Never compare someone else's outsides against your insides, a very wise friend once said to me. Meaning, appearances can be deceiving and we can never know the whole picture of whats going on for another. It's much wiser to compare yourself today with who you were in the past and see your progress.
I know for myself I can see so much growth, I used to be so shy and uncomfortable in my skin. I know a big part of that change came from firstly making the choice to move to a new country, very much out of my comfort zone and secondly through continual study of Science of Mind. I was both pushed by pain and pulled by inspiration in my growth. I am much happier today than any time previously in my life.
At some point I set the intention to expand and grow, from here on, through joy and love, less of the pain thank you very much! And glad to say that has been the case in large part. I think too that I also need to challenge myself and continue to move out of my comfort zone if I am to broaden my experiences. If I keep doing the same thing I keep getting the same results, if I want something new I have to take new action. I also have to ask myself what am I willing to give up in order to have this new expanded experience because its inevitable that some old beliefs and behaviors wont survive.
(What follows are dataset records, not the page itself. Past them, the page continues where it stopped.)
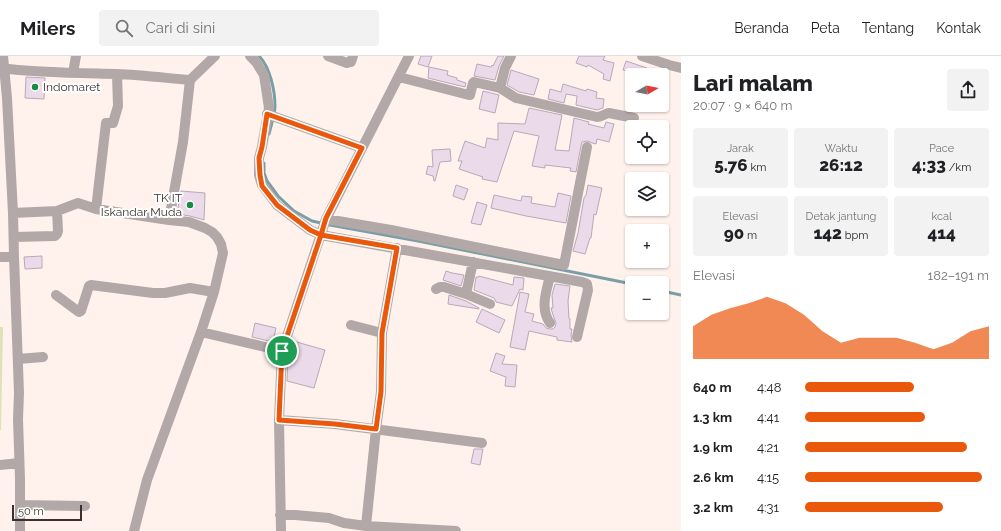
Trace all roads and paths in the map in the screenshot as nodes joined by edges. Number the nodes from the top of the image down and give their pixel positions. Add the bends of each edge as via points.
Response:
1 (3, 56) edge
2 (76, 56) edge
3 (215, 56) edge
4 (250, 56) edge
5 (328, 56) edge
6 (353, 56) edge
7 (409, 56) edge
8 (511, 56) edge
9 (642, 56) edge
10 (2, 68) edge
11 (681, 68) edge
12 (73, 73) junction
13 (117, 74) junction
14 (399, 77) junction
15 (190, 80) junction
16 (500, 88) junction
17 (267, 114) junction
18 (634, 118) dead end
19 (587, 147) dead end
20 (362, 148) junction
21 (96, 209) junction
22 (57, 211) junction
23 (13, 212) junction
24 (326, 218) junction
25 (169, 220) junction
26 (321, 235) junction
27 (14, 237) junction
28 (397, 248) junction
29 (0, 257) edge
30 (14, 257) junction
31 (473, 262) junction
32 (550, 276) junction
33 (436, 289) dead end
34 (214, 292) junction
35 (466, 294) junction
36 (56, 295) dead end
37 (490, 304) dead end
38 (550, 323) dead end
39 (351, 325) dead end
40 (201, 332) junction
41 (382, 333) junction
42 (577, 337) dead end
43 (282, 351) junction
44 (43, 357) dead end
45 (18, 359) junction
46 (279, 420) junction
47 (376, 429) junction
48 (482, 443) dead end
49 (19, 463) junction
50 (0, 466) edge
51 (20, 505) junction
52 (85, 506) dead end
53 (280, 515) junction
54 (366, 529) edge
55 (20, 531) edge
56 (134, 531) edge
57 (281, 531) edge
58 (456, 531) edge

1 - 10 street
2 - 12 street
3 - 15 street
4 - 17 street via 264,75 269,108
5 - 6 street via 347,63
7 - 14 street
8 - 16 street
9 - 11 street
10 - 12 street
10 - 23 street via 7,98
12 - 13 street
13 - 15 street
13 - 21 street via 118,106 113,123 106,123
14 - 16 street via 468,96 474,82
14 - 20 street
15 - 25 street via 183,142
16 - 18 street via 516,98 597,117 609,113
17 - 20 street
17 - 26 street via 259,158 262,186 277,205 310,230
19 - 24 street via 564,265
20 - 24 street
21 - 22 street via 78,203
21 - 25 street
22 - 23 street
22 - 27 street via 58,231 55,236
23 - 27 street
24 - 26 street
25 - 34 street via 189,222 205,228 222,244 223,253
26 - 28 street
26 - 43 street
27 - 30 street
28 - 31 street
28 - 41 street
29 - 30 street
30 - 45 street
31 - 32 street
31 - 35 street
32 - 38 street via 544,304
32 - 42 street via 588,285
33 - 35 street via 442,287
34 - 36 street via 190,288 153,293 91,285 79,312
34 - 40 street
35 - 37 street
39 - 41 street
40 - 43 street
40 - 56 street via 147,480
41 - 47 street via 381,392
43 - 46 street
44 - 45 street
45 - 49 street
46 - 47 street
46 - 53 street
47 - 48 street
47 - 54 street
49 - 50 street
49 - 51 street
51 - 52 street
51 - 55 street
53 - 54 street via 329,518
53 - 57 street
54 - 58 street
When I became a Spiritual Counselor with my church I let go of the fear of commitment. I was afraid if I took on this role that much would be asked, even demanded, of me, something that would impinge on my freedom. It dawned on me I could let go of this idea when I was aware how much I loved doing everything involved in being a Practitioner AND that I could say no!
I now invite the next phase of my expansion and declare my willingness to grow while releasing any ideas that do not serve me in this endeavor. Will you join me? Can you be willing to be willing? Even this slight movement can start the change, loosening the grip of the old and creating an opening for new. I give thanks for all that may transpire in our willingness to know more of who we are. And so it is!